Entries taken from a collection:
━━━━━━━━

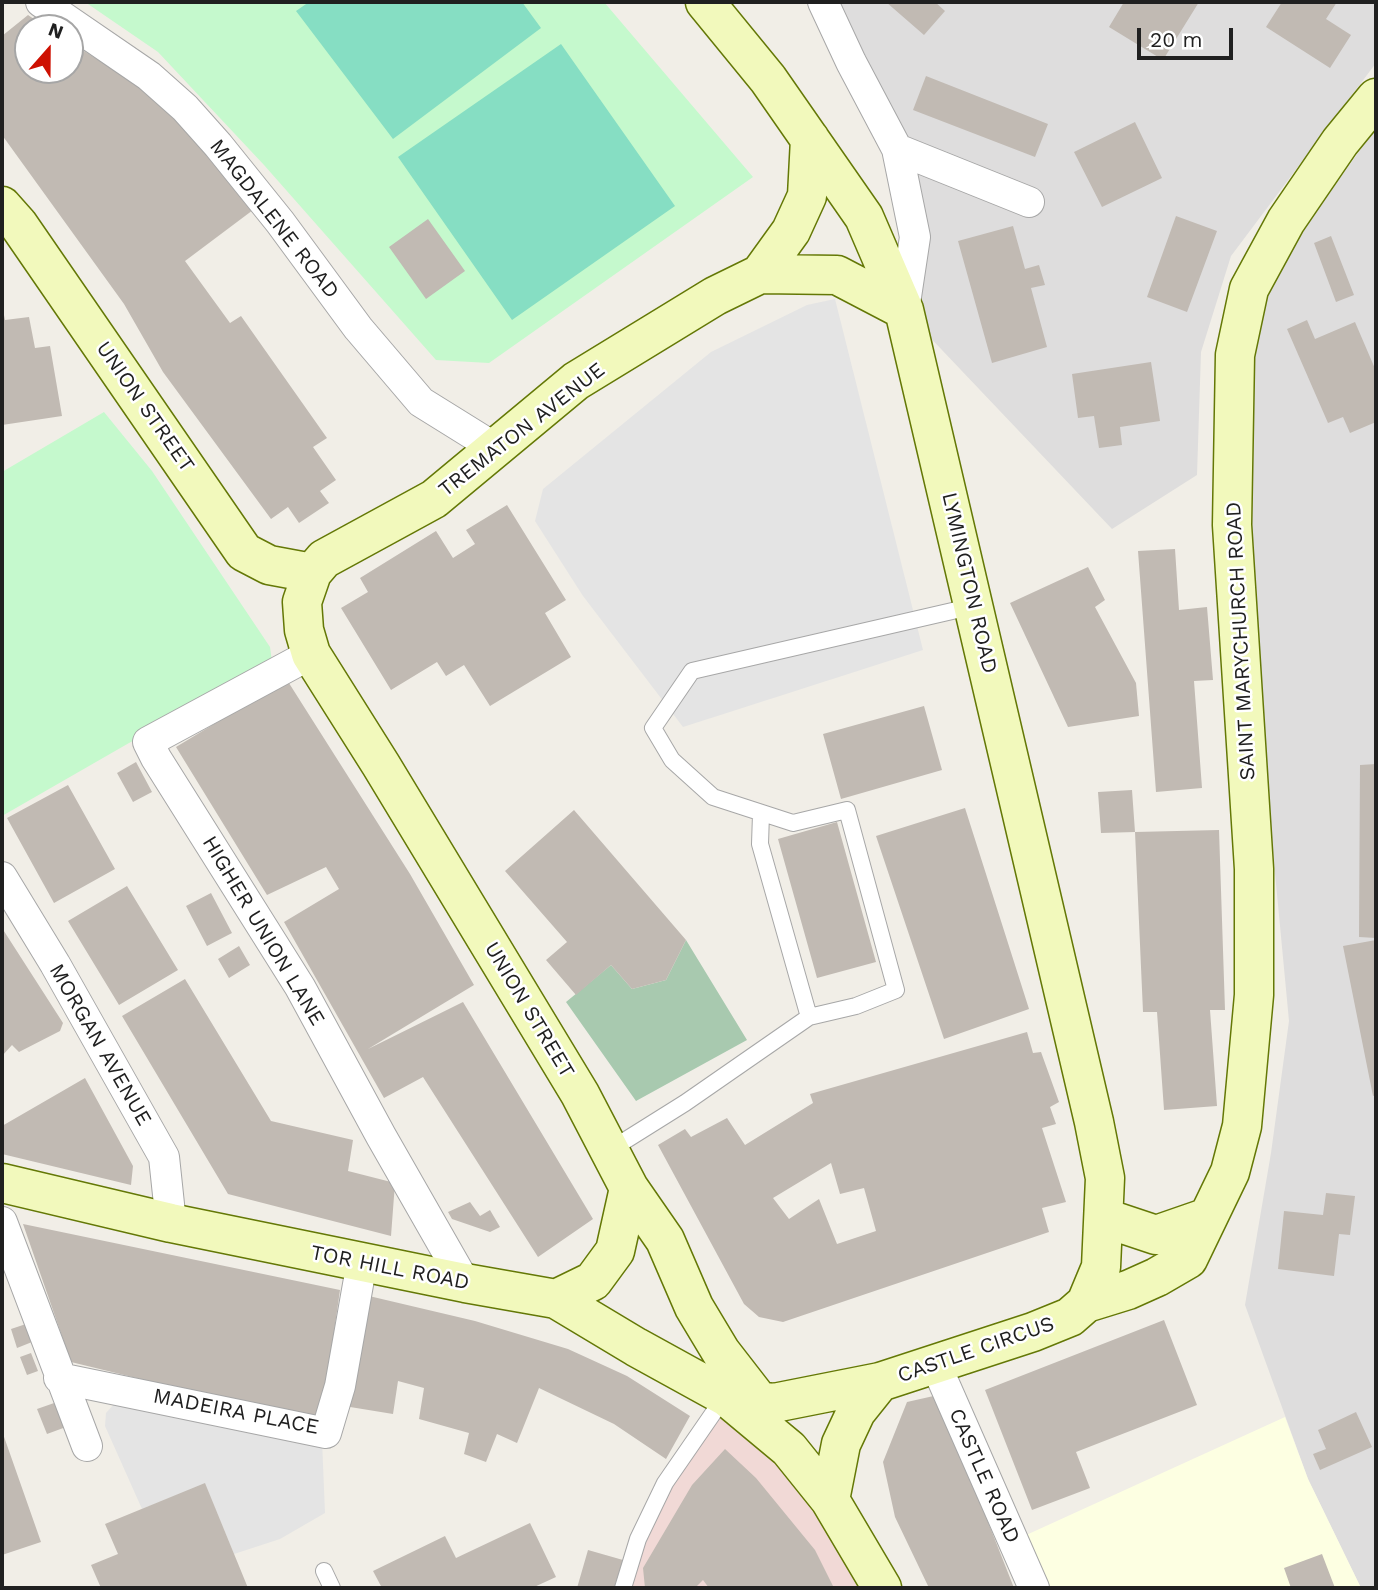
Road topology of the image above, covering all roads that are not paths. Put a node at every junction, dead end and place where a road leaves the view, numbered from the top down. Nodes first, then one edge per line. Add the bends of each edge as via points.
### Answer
1 (41, 2) edge
2 (705, 2) edge
3 (823, 2) edge
4 (1376, 99) edge
5 (810, 139) junction
6 (897, 149) junction
7 (1029, 202) dead end
8 (2, 206) edge
9 (760, 274) junction
10 (904, 310) junction
11 (495, 447) junction
12 (307, 587) junction
13 (974, 606) junction
14 (311, 654) junction
15 (761, 814) junction
16 (2, 877) edge
17 (808, 1017) junction
18 (610, 1150) junction
19 (2, 1183) edge
20 (629, 1188) junction
21 (2, 1190) edge
22 (1208, 1217) junction
23 (1105, 1218) junction
24 (2, 1222) edge
25 (171, 1223) junction
26 (362, 1262) junction
27 (465, 1283) junction
28 (556, 1299) junction
29 (1086, 1303) junction
30 (935, 1363) junction
31 (60, 1378) junction
32 (880, 1382) junction
33 (752, 1400) junction
34 (87, 1446) dead end
35 (830, 1500) junction
36 (324, 1571) dead end
37 (332, 1588) edge
38 (623, 1588) edge
39 (882, 1588) edge
40 (1034, 1588) edge

1 - 11 street, MAGDALENE ROAD via 149,76 185,108 421,402
2 - 5 street, LYMINGTON ROAD
3 - 6 street
4 - 22 street, SAINT MARYCHURCH ROAD via 1286,221 1249,289 1235,355 1232,525 1254,869 1254,995 1242,1126 1230,1172
5 - 9 street, TREMATON AVENUE via 807,196 791,231
5 - 10 street, LYMINGTON ROAD via 864,216
6 - 7 street
6 - 10 street via 915,237
8 - 12 street, UNION STREET via 244,552
9 - 10 street, TREMATON AVENUE via 837,275
9 - 11 street, TREMATON AVENUE via 715,296 576,381
10 - 13 street, LYMINGTON ROAD
11 - 12 street, TREMATON AVENUE via 434,499 324,559
12 - 14 street, UNION STREET via 304,630
13 - 15 lane via 692,671 653,728 672,760 713,797
13 - 23 street, LYMINGTON ROAD via 1094,1122 1105,1178
14 - 18 street, UNION STREET
14 - 27 street, HIGHER UNION LANE via 148,742 300,987
15 - 17 lane via 760,844
15 - 17 lane via 793,823 847,810 896,990 856,1006
16 - 25 street, MORGAN AVENUE via 164,1157
17 - 18 lane
18 - 20 street, UNION STREET
19 - 21 street
19 - 25 street, TOR HILL ROAD
20 - 28 street via 615,1251 593,1281
20 - 33 street, UNION STREET via 665,1240 694,1307
22 - 23 street via 1156,1235
22 - 29 street, SAINT MARYCHURCH ROAD via 1188,1259 1157,1278
23 - 29 street via 1101,1268
24 - 31 street
25 - 26 street, TOR HILL ROAD
26 - 27 street, TOR HILL ROAD
26 - 31 street, MADEIRA PLACE via 340,1386 326,1433
27 - 28 street, TOR HILL ROAD
28 - 33 street, TOR HILL ROAD via 636,1347
29 - 30 street, CASTLE CIRCUS via 1058,1322
30 - 32 street, CASTLE CIRCUS
30 - 40 street, CASTLE ROAD
31 - 34 street
32 - 33 street, CASTLE CIRCUS
32 - 35 street via 856,1412 841,1444
33 - 35 street
33 - 38 lane via 665,1482 638,1539
35 - 39 street
36 - 37 lane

━━━━━━━━

WHAT THE EXERCISE ASKS
Could you repeat every record exactly as written, with the pictures left out?

EXERCISE RESPONSE
Road topology of the image above, covering all roads that are not paths. Put a node at every junction, dead end and place where a road leaves the view, numbered from the top down. Nodes first, then one edge per line. Add the bends of each edge as via points.
### Answer
1 (41, 2) edge
2 (705, 2) edge
3 (823, 2) edge
4 (1376, 99) edge
5 (810, 139) junction
6 (897, 149) junction
7 (1029, 202) dead end
8 (2, 206) edge
9 (760, 274) junction
10 (904, 310) junction
11 (495, 447) junction
12 (307, 587) junction
13 (974, 606) junction
14 (311, 654) junction
15 (761, 814) junction
16 (2, 877) edge
17 (808, 1017) junction
18 (610, 1150) junction
19 (2, 1183) edge
20 (629, 1188) junction
21 (2, 1190) edge
22 (1208, 1217) junction
23 (1105, 1218) junction
24 (2, 1222) edge
25 (171, 1223) junction
26 (362, 1262) junction
27 (465, 1283) junction
28 (556, 1299) junction
29 (1086, 1303) junction
30 (935, 1363) junction
31 (60, 1378) junction
32 (880, 1382) junction
33 (752, 1400) junction
34 (87, 1446) dead end
35 (830, 1500) junction
36 (324, 1571) dead end
37 (332, 1588) edge
38 (623, 1588) edge
39 (882, 1588) edge
40 (1034, 1588) edge

1 - 11 street, MAGDALENE ROAD via 149,76 185,108 421,402
2 - 5 street, LYMINGTON ROAD
3 - 6 street
4 - 22 street, SAINT MARYCHURCH ROAD via 1286,221 1249,289 1235,355 1232,525 1254,869 1254,995 1242,1126 1230,1172
5 - 9 street, TREMATON AVENUE via 807,196 791,231
5 - 10 street, LYMINGTON ROAD via 864,216
6 - 7 street
6 - 10 street via 915,237
8 - 12 street, UNION STREET via 244,552
9 - 10 street, TREMATON AVENUE via 837,275
9 - 11 street, TREMATON AVENUE via 715,296 576,381
10 - 13 street, LYMINGTON ROAD
11 - 12 street, TREMATON AVENUE via 434,499 324,559
12 - 14 street, UNION STREET via 304,630
13 - 15 lane via 692,671 653,728 672,760 713,797
13 - 23 street, LYMINGTON ROAD via 1094,1122 1105,1178
14 - 18 street, UNION STREET
14 - 27 street, HIGHER UNION LANE via 148,742 300,987
15 - 17 lane via 760,844
15 - 17 lane via 793,823 847,810 896,990 856,1006
16 - 25 street, MORGAN AVENUE via 164,1157
17 - 18 lane
18 - 20 street, UNION STREET
19 - 21 street
19 - 25 street, TOR HILL ROAD
20 - 28 street via 615,1251 593,1281
20 - 33 street, UNION STREET via 665,1240 694,1307
22 - 23 street via 1156,1235
22 - 29 street, SAINT MARYCHURCH ROAD via 1188,1259 1157,1278
23 - 29 street via 1101,1268
24 - 31 street
25 - 26 street, TOR HILL ROAD
26 - 27 street, TOR HILL ROAD
26 - 31 street, MADEIRA PLACE via 340,1386 326,1433
27 - 28 street, TOR HILL ROAD
28 - 33 street, TOR HILL ROAD via 636,1347
29 - 30 street, CASTLE CIRCUS via 1058,1322
30 - 32 street, CASTLE CIRCUS
30 - 40 street, CASTLE ROAD
31 - 34 street
32 - 33 street, CASTLE CIRCUS
32 - 35 street via 856,1412 841,1444
33 - 35 street
33 - 38 lane via 665,1482 638,1539
35 - 39 street
36 - 37 lane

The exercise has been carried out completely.